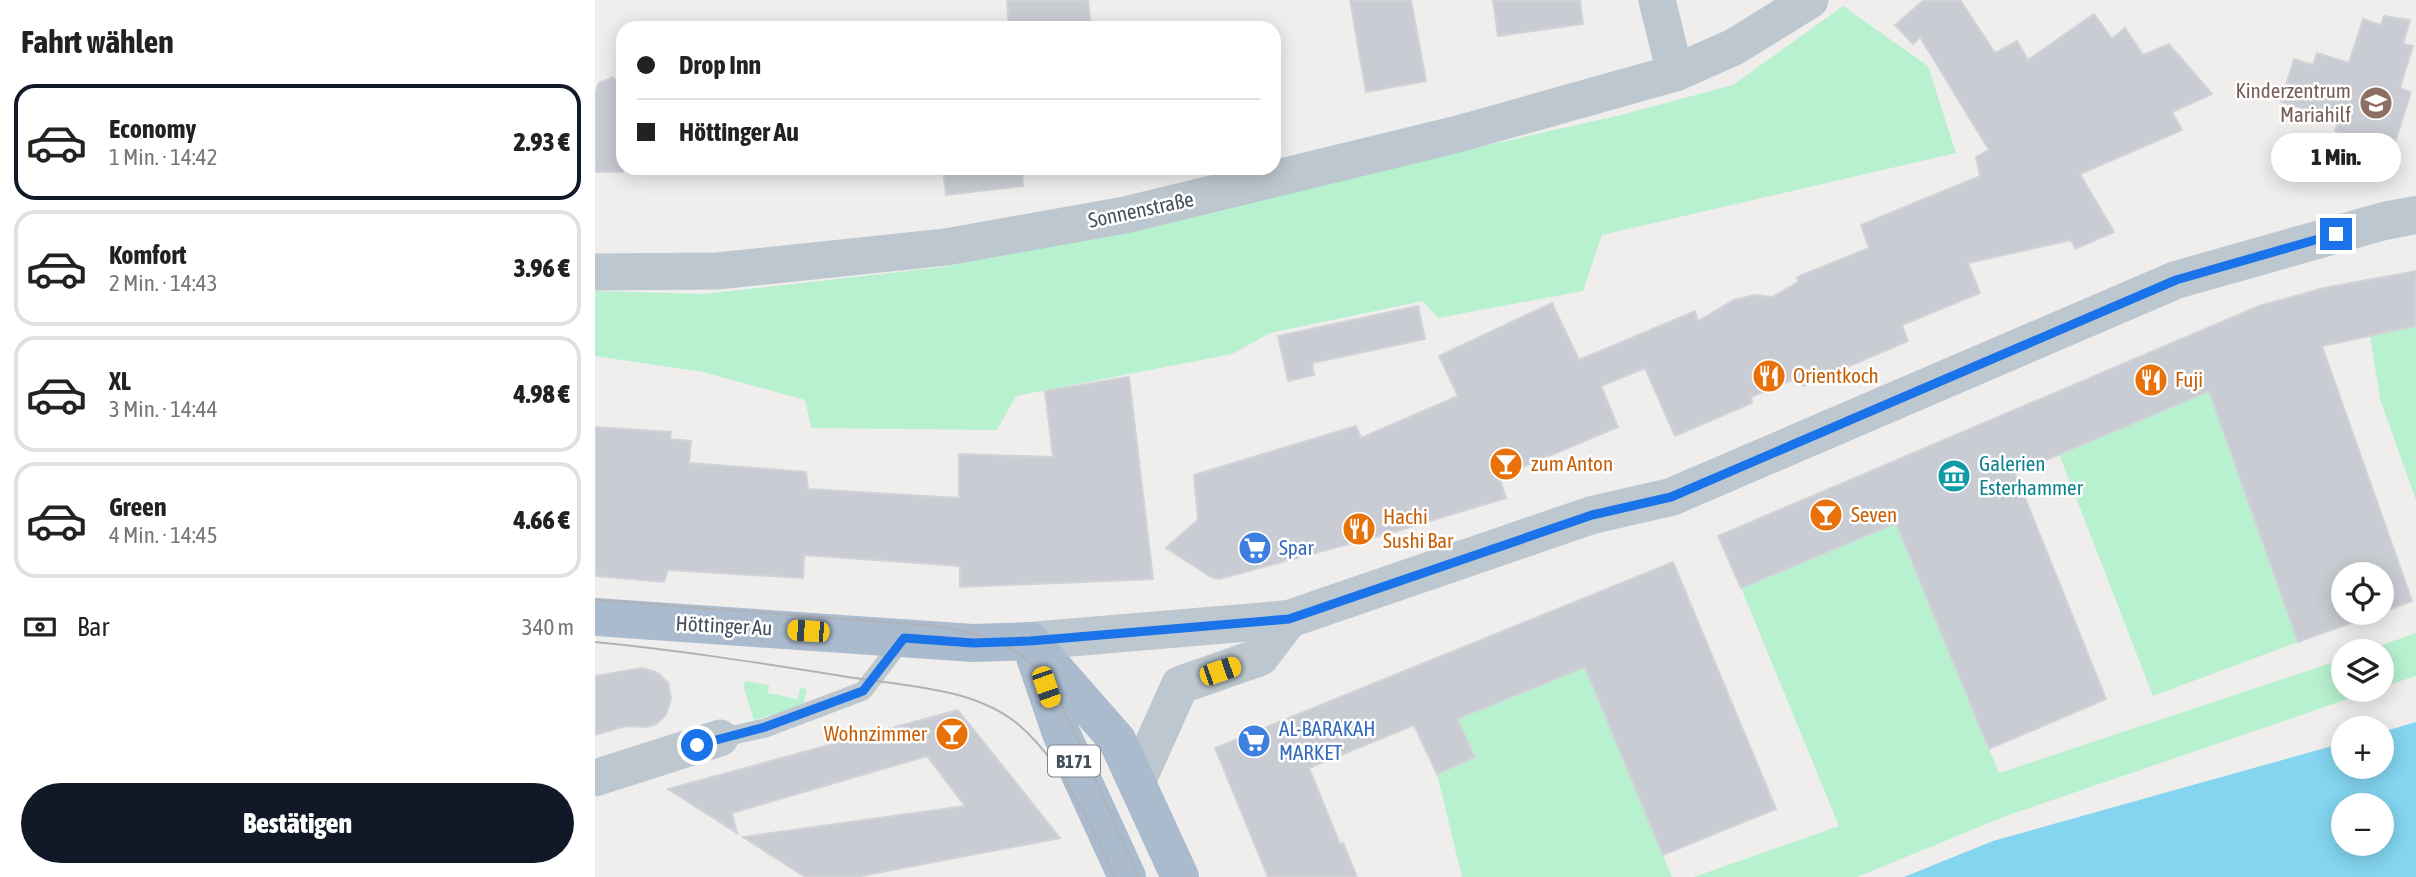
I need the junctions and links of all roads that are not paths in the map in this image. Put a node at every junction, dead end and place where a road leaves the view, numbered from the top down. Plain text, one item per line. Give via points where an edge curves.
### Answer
1 (1657, 0) edge
2 (1809, 0) edge
3 (1675, 73) junction
4 (2416, 215) edge
5 (595, 272) edge
6 (595, 617) edge
7 (1289, 619) junction
8 (904, 638) junction
9 (1030, 641) junction
10 (720, 738) joint
11 (595, 778) edge
12 (1137, 781) junction
13 (1127, 877) edge
14 (1180, 877) edge

1 - 3 street
2 - 3 street, Sonnenstraße via 1734,47
3 - 5 street, Sonnenstraße via 1458,134 1125,215 946,247 717,271
4 - 7 street, Höttinger Au via 2384,220 2176,280 1671,497 1592,515
6 - 8 main road, Höttinger Au
7 - 9 street, Höttinger Au
7 - 12 street via 1259,657 1179,685
8 - 9 main road, Höttinger Au
8 - 10 lane via 863,691 765,727
9 - 12 main road, B171 via 1103,721
9 - 13 main road, B171 via 1061,733
10 - 11 street
12 - 14 main road, B171

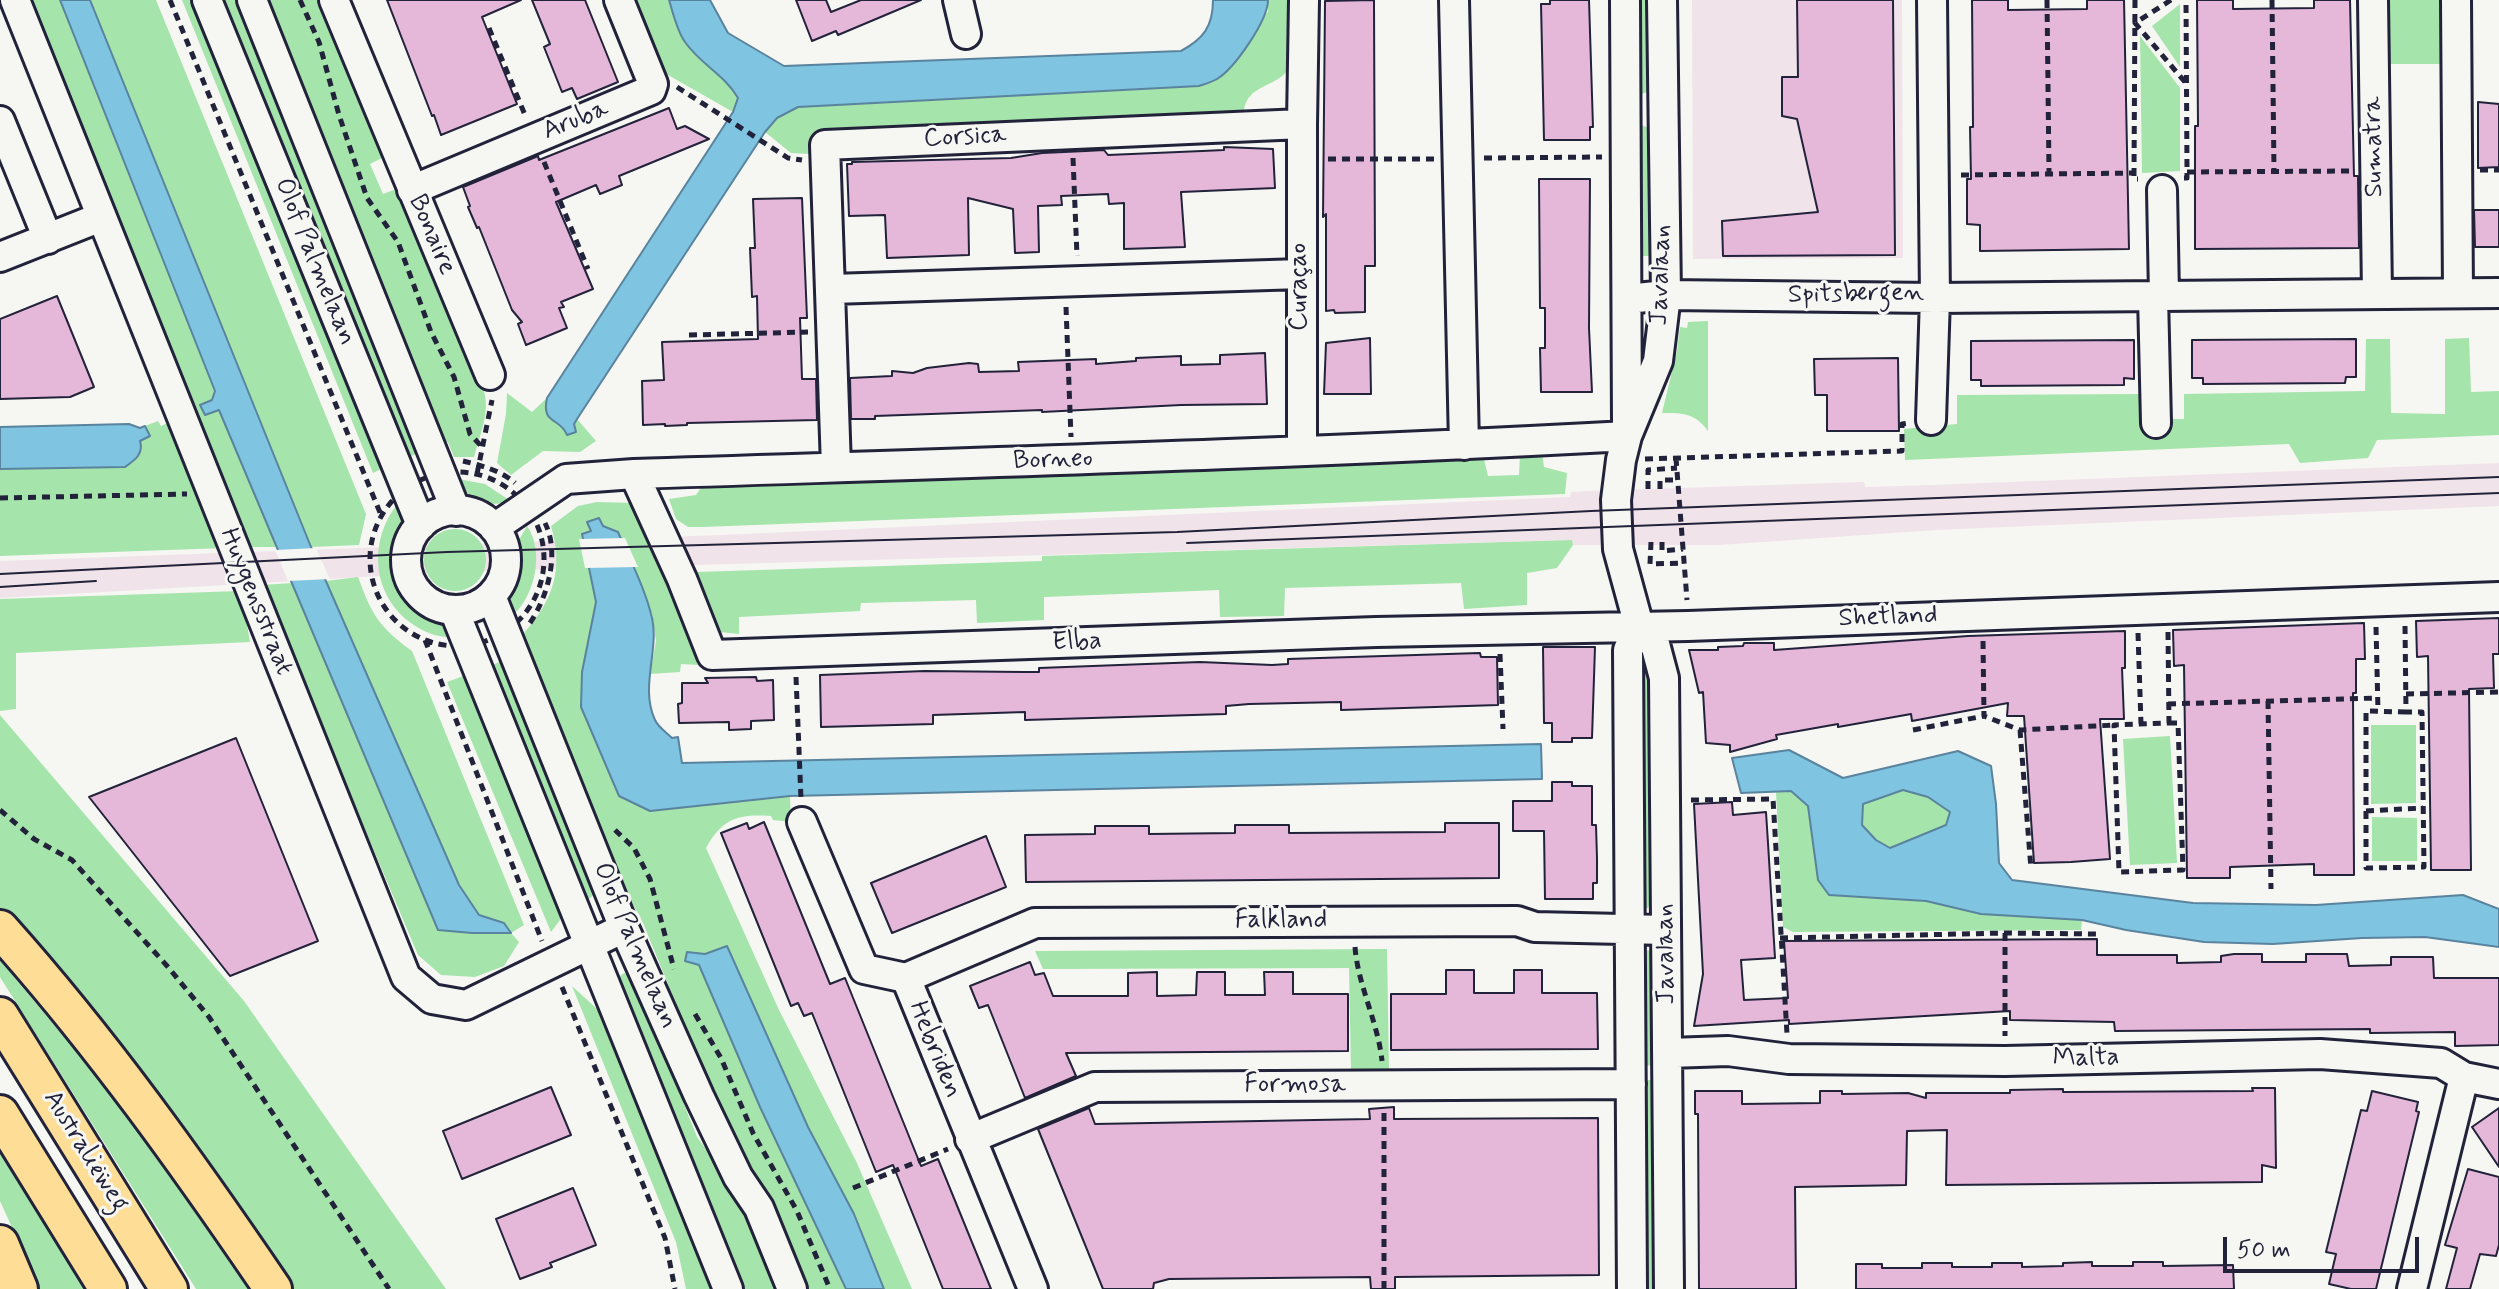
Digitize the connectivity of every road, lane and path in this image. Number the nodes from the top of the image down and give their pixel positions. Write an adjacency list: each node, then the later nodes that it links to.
※
## WHAT NEEDS TO BE DONE
Nothing but a number should be given: the count of lines above in which the word "this" occurs.

## EXPECTED OUTPUT
2